Previous research suggests that professionally skilled employees (white-collar workers) demonstrate higher
procrastination than middle to lower-class unskilled employees (blue-collar workers) (Gupta et al., 2012). Ferrari
et al. (1995) report that in societies with higher industrialization, procrastinations becomes more prominent as
compared to less industrialized societies. One reason may be that skilled workers enjoy greater access to smart
phones and computers, making them more susceptible to distractions. With the advent of social media and its
incessant distractions, treatment options may include running workshops to educate people about the nuisance
cost of a “tweet” or a “like” during work hours.
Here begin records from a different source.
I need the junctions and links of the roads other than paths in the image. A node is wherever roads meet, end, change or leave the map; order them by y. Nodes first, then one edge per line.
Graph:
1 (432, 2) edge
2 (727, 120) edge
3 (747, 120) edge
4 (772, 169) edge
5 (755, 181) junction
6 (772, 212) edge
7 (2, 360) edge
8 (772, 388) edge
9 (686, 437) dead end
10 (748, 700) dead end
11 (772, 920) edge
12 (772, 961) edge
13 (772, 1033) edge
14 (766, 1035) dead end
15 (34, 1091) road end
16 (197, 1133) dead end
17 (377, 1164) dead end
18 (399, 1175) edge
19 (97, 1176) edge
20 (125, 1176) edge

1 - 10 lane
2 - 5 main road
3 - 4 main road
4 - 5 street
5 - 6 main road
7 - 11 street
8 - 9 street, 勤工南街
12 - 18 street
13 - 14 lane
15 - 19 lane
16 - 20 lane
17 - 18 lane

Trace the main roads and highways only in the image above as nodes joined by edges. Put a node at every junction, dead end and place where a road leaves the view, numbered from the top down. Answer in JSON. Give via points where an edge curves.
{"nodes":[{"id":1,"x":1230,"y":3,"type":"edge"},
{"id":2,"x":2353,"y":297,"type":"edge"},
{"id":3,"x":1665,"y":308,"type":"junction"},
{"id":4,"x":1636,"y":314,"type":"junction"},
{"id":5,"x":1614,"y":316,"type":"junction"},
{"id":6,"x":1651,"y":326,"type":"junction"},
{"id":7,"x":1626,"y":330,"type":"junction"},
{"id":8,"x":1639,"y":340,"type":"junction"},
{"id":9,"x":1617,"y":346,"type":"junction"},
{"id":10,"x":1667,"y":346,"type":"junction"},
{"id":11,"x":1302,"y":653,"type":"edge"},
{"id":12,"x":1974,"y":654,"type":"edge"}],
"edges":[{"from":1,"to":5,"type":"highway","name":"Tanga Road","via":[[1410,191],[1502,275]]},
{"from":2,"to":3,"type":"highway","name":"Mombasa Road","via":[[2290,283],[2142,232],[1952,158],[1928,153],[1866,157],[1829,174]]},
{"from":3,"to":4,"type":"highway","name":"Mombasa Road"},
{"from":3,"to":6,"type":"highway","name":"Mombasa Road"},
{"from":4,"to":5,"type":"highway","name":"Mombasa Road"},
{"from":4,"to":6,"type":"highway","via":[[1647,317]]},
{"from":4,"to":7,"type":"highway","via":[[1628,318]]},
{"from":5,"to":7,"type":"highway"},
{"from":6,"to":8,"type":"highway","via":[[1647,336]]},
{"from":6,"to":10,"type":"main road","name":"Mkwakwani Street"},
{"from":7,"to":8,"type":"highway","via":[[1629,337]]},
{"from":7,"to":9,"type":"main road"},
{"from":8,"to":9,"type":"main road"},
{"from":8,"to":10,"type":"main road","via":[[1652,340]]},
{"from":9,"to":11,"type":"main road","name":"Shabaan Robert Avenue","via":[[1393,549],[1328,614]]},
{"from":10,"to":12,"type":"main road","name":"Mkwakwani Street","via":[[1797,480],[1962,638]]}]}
Therefore, information sharing may be key to reducing first and
second hand procrastination. Also, blocking distractions by installing effective softwares on work computers and
internet connections may reduce the cognitive load on employees and provide them with greater mental freedom
to work. There are some applications that claim to help increase productivity and curb delaying behaviors. Some
of them are available for Android and Apple user including “iprocrastinate”, “procraster”, “do it”, “due”,
“priorities”, etc. These applications can be further improved based on assessment and evaluations from
procrastinators in order to determine what works best for them.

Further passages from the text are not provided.